It took a looooong time to come up with this little beauty. There used to be a wide variety of connections for the differing nations and port authorities before this standard was adopted. Insurance companies can sometimes be your friends.
Yeah electrical outlets in the United States have been standardized since the 1930s (with updated standards for grounded outlets in the 1960s) and that hasn’t hampered innovation for electrical devices. Likewise, I can buy all manner of different air compressor attachments from different companies that still connect using the same kinds of pressure connectors.
Crew Dragon (or Starliner) doesn’t have an airlock, so when it comes to spacesuits it’s “everyone or no one”.
An Extravehicular Mobility Unit (EMU) that has its own fully independent life support system, waste management, communications suite, power and whatnot and is good for EVAs that last a couple of hours (plus safety margin), it is not only functionally a miniature spacecraft in its own right, but also rather bulky.
Because EMUs are that complex, they are usually designed as “one size fits most” so they can be used by various people, like on the ISS.
Crew Dragon isn’t designed to carry 4 (let alone 7) of those in the capsule. Suiting up inside the capsule would be a challenge. I’m not even sure an EMU with all the bells and whistles would fit through the hatch.
The capsule is designed to shuttle astronauts to and from the ISS. That’s the mission profile.
For this, an IVA (intravehicular activity) pressure suit is quite enough as a safety measure in case the capsule loses pressure.
The suit is hooked up the the life support systems of the capsule. It’s not just the connections that need to be compatible, it’s everything from the software that controls the systems to the specific air mix (pure oxygen or not) and the pressure, power supply, communication systems.
If this doesn’t work properly decompression sickness is a real risk.
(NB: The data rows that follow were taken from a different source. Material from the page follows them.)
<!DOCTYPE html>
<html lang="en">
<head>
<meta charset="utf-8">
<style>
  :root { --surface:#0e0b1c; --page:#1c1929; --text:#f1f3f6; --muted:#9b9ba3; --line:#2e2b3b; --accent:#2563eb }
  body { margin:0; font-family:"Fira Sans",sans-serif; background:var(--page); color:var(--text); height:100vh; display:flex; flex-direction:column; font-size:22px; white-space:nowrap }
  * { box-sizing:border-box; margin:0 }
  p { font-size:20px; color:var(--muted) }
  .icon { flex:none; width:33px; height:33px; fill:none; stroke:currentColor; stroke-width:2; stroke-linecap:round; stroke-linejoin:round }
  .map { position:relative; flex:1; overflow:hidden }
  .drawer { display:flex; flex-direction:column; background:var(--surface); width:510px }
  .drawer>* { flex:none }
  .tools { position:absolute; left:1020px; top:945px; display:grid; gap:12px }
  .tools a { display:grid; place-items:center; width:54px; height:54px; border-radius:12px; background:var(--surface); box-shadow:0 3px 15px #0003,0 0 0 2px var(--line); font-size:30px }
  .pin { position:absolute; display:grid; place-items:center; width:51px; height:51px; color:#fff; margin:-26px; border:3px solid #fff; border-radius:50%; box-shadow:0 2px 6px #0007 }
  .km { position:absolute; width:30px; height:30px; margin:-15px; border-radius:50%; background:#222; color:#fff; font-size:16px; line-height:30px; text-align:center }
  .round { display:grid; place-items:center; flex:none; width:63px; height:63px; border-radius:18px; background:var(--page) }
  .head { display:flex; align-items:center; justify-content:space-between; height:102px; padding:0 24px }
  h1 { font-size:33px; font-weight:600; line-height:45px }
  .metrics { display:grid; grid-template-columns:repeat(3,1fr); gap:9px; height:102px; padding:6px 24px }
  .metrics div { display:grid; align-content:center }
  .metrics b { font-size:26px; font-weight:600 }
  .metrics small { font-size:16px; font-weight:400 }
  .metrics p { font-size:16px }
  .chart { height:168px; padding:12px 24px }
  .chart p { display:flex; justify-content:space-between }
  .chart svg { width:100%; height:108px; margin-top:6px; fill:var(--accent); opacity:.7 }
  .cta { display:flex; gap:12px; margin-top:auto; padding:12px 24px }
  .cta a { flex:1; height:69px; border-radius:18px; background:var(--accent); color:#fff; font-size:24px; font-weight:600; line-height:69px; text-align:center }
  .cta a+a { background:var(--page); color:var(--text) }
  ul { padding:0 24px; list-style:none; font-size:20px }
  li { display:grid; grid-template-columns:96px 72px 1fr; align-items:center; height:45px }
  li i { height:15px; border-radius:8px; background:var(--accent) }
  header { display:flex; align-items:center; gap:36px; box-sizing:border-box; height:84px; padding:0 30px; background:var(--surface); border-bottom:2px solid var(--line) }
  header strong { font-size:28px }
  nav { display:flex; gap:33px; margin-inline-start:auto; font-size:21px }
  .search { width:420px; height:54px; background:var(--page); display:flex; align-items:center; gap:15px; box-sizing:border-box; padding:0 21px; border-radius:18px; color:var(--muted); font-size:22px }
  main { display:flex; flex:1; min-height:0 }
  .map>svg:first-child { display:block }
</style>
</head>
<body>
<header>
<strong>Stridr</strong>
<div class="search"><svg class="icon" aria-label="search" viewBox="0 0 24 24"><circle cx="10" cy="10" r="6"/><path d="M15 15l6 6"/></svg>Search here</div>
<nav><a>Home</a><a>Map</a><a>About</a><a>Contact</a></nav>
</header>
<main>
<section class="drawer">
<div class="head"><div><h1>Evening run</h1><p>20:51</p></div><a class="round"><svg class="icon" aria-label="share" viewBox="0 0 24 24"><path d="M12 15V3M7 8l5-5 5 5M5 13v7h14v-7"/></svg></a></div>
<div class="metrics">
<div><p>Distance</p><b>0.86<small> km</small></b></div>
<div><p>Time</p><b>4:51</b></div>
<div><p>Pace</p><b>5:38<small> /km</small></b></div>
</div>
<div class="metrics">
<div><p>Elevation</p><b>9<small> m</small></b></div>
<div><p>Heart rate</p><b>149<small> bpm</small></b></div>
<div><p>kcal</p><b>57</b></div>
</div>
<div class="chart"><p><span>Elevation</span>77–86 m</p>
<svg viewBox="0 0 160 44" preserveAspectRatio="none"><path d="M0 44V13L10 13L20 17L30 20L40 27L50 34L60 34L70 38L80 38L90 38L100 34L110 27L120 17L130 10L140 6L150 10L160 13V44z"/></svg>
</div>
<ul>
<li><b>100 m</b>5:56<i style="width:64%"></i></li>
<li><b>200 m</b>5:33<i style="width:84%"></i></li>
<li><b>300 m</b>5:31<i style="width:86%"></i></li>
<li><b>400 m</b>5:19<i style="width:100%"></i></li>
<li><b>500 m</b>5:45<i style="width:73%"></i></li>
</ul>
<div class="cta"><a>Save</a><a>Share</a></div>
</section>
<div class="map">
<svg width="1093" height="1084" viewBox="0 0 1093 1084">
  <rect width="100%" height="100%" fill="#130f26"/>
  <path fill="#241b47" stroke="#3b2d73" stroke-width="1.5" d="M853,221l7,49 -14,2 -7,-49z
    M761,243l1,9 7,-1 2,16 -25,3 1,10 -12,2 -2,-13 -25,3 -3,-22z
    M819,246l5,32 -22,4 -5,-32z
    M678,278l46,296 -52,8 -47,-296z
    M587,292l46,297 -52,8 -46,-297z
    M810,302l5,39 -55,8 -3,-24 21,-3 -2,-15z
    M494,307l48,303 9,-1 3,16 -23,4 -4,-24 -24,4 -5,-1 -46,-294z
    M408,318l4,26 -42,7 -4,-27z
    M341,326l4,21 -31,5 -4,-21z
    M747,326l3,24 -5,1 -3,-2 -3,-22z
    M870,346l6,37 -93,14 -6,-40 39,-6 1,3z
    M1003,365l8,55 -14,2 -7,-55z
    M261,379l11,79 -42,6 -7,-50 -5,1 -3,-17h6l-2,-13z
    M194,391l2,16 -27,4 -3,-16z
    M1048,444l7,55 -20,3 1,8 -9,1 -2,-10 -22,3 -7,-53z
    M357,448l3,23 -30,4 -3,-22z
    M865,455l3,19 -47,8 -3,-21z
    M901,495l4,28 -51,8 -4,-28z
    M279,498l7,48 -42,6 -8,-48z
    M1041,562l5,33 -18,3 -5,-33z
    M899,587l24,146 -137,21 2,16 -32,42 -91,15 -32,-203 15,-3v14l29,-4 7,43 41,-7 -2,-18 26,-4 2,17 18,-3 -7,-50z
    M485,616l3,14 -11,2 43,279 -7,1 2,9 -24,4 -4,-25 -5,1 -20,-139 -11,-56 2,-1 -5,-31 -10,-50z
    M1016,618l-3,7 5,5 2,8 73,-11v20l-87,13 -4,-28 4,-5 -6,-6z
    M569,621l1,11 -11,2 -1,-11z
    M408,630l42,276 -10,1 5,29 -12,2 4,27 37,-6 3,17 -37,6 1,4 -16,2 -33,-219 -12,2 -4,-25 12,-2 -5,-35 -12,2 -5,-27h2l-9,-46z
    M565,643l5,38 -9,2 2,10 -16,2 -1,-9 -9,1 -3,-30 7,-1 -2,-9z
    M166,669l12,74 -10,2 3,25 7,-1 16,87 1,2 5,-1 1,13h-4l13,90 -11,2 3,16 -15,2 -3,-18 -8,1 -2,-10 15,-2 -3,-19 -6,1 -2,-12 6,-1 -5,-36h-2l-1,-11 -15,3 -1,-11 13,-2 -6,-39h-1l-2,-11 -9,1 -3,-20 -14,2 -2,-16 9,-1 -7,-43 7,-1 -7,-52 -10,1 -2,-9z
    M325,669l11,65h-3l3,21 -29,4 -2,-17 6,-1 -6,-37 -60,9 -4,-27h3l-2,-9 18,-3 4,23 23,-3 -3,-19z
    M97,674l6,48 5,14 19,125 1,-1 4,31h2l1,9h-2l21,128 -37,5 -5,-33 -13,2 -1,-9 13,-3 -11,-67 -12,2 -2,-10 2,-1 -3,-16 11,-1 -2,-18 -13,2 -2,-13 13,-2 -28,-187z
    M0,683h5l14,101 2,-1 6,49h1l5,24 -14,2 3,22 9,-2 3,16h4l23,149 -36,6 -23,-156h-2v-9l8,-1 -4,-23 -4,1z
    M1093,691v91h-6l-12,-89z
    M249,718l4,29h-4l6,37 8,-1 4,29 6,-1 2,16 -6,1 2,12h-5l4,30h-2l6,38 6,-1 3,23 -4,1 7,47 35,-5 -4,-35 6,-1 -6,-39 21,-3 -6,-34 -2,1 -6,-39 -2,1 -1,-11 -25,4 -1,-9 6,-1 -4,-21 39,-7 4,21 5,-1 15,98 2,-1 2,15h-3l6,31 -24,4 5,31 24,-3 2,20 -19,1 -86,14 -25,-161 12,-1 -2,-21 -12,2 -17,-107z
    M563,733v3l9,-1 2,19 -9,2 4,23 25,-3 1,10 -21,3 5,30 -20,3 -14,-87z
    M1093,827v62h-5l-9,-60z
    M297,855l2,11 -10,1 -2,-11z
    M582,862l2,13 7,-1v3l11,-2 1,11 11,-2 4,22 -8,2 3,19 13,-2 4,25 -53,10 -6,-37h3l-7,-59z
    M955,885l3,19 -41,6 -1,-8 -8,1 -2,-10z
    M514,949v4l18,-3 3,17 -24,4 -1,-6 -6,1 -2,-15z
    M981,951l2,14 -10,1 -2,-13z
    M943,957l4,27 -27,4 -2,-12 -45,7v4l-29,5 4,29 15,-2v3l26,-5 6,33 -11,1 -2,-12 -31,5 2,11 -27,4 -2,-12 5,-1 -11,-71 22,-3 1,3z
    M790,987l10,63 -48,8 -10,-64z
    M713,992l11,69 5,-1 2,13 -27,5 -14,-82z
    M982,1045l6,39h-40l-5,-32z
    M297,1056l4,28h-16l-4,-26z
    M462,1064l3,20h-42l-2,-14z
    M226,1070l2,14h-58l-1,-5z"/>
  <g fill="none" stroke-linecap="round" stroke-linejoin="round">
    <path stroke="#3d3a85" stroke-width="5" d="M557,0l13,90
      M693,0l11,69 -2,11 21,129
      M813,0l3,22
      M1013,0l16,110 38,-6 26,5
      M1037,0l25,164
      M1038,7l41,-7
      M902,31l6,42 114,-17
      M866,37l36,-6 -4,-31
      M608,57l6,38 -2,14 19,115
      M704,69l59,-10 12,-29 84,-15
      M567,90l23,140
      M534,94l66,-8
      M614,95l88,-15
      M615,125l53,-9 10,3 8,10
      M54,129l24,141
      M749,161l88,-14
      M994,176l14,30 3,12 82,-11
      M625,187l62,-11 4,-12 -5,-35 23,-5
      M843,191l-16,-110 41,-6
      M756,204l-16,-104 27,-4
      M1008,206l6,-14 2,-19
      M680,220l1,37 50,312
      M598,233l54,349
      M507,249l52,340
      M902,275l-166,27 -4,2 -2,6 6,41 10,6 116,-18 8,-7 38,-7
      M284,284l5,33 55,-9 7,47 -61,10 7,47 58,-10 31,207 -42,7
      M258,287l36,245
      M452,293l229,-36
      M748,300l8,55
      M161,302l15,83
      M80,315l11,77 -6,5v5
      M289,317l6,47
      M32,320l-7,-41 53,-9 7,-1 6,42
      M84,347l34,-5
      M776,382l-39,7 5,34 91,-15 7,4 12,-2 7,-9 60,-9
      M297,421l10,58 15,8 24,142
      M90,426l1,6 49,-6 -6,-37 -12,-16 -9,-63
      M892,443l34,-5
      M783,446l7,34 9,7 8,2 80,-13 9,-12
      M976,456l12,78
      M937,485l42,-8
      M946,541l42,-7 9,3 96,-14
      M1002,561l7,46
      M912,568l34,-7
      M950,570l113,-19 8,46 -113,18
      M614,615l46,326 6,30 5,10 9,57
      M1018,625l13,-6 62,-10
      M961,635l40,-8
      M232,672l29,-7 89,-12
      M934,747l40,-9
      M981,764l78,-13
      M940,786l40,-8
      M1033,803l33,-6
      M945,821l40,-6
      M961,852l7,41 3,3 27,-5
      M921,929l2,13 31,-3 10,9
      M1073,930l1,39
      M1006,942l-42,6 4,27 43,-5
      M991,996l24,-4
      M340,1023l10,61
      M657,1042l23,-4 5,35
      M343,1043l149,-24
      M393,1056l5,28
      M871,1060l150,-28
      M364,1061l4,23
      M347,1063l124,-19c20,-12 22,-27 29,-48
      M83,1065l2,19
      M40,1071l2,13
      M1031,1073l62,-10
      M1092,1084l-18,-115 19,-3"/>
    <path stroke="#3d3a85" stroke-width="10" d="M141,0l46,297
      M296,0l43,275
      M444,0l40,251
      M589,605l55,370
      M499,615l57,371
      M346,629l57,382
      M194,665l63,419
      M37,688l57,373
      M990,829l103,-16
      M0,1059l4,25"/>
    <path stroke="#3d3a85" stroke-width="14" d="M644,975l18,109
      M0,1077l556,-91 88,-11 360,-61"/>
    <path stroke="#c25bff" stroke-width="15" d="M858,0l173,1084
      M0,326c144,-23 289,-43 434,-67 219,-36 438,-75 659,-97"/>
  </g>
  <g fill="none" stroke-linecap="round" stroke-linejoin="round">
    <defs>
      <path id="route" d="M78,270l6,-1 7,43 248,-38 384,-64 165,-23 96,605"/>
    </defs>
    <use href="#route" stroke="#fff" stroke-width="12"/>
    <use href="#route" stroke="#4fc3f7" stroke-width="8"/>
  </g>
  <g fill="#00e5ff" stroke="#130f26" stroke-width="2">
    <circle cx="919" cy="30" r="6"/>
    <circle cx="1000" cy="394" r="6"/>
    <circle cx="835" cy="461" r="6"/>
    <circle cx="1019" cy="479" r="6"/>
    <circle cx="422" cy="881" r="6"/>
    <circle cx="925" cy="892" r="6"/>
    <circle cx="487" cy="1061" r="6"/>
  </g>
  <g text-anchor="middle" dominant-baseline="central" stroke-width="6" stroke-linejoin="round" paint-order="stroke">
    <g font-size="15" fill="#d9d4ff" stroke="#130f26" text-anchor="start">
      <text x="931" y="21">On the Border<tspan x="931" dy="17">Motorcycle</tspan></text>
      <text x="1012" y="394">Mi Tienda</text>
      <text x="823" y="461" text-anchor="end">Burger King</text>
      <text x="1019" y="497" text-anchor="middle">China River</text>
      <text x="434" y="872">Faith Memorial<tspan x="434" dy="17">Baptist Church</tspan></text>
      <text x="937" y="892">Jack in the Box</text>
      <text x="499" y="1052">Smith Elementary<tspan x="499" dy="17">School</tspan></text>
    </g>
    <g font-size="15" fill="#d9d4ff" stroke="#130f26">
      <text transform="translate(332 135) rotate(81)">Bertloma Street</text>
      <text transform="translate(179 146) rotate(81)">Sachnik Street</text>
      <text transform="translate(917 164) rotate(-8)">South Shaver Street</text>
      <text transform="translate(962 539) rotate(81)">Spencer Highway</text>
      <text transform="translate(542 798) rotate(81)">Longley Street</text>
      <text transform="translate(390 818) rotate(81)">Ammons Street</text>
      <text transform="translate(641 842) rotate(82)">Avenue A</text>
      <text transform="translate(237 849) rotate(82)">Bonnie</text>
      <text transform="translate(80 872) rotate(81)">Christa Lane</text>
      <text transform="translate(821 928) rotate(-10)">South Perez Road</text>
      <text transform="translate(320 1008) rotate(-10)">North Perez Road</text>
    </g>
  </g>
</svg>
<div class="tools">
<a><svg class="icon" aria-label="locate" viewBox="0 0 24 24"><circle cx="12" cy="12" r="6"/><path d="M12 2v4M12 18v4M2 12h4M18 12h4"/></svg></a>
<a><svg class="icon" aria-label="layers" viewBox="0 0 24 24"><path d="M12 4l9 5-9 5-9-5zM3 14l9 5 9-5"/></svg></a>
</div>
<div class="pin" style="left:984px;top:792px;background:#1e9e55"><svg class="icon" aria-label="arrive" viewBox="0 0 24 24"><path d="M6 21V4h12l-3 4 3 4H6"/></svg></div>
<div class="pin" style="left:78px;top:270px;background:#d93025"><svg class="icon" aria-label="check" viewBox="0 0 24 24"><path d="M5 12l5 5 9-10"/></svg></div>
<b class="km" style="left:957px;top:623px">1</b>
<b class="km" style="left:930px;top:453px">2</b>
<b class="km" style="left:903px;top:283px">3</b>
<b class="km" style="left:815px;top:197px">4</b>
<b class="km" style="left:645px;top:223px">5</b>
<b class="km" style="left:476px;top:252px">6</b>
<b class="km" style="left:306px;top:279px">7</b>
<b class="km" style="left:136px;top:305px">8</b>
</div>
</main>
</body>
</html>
SpaceX’s new suit for the Polaris Dawn fight next week is an IEVA (intra/extravehicular activity) suit. A compromise between an IVA and an EMU; a modern version of the suits from the Gemini and Voskhod missions if you will. Extra protection against radiation and micrometeorites, but no autonomous life support. Good enough for popping out for a short while on a tether, not good enough for doing manual work outside for a couple of hours.
To make this work, every suit is individually tailored.
All of this. The suit is effectively part of the space craft. Even if we see people put it on outside the craft, get in, and then sit down.
For people who don’t operate space craft, a “suit” is something you put on that exists on it’s own. Even something like a race car driver suit (unless they’re way more advanced these days), that is closer to something people can relate to.
Nobody would question for a second that you cannot simply take a part from an F-150 truck and exchange it with a part from a Malibu and that it would “just work”. The space suit is more like that and less like the Brooks Brothers thing in the closet.
As is the docking system. Which has been standardized not just on American spacecraft made by different manufacturers but also on spacecraft and modules built by other countries.
There are lots of standardized parts that work across different automobiles, even automobiles built by different manufacturers. For example, a Ford F-150 and a Chevy Malibu are both capable of towing a trailer if equipped with a standard tow hitch and electrical connection, and both are designed to connect to an OBD II code reader.
We’re talking about purpose-built vehicles built to service a single client. There’s no reason NASA couldn’t make “let’s use a single suit connection standard” part of the contract requirements.
There’s presumably a standards document somewhere that describes these four different incompatible docking systems. People who build spacecraft get to pick one. Job done.
(The ISS presumably needed to accommodate both the Space Shuttle and the Russian Soyuz and Progress capsules, and it is clearly a lot easier to simply add two different types of door than getting the US to change their system to follow the Russians’, or the Russians to give up theirs in favour of the US version – as a matter of principle and national pride more than technology.)
There’s that whole wikipedia article that I linked to upthread, but the jist of it is that all the spacecraft from different manufacturers moving forward are being built to the International Docking Standard, and some of the older ports on the ISS have received adapters to make them compatible with this new standard.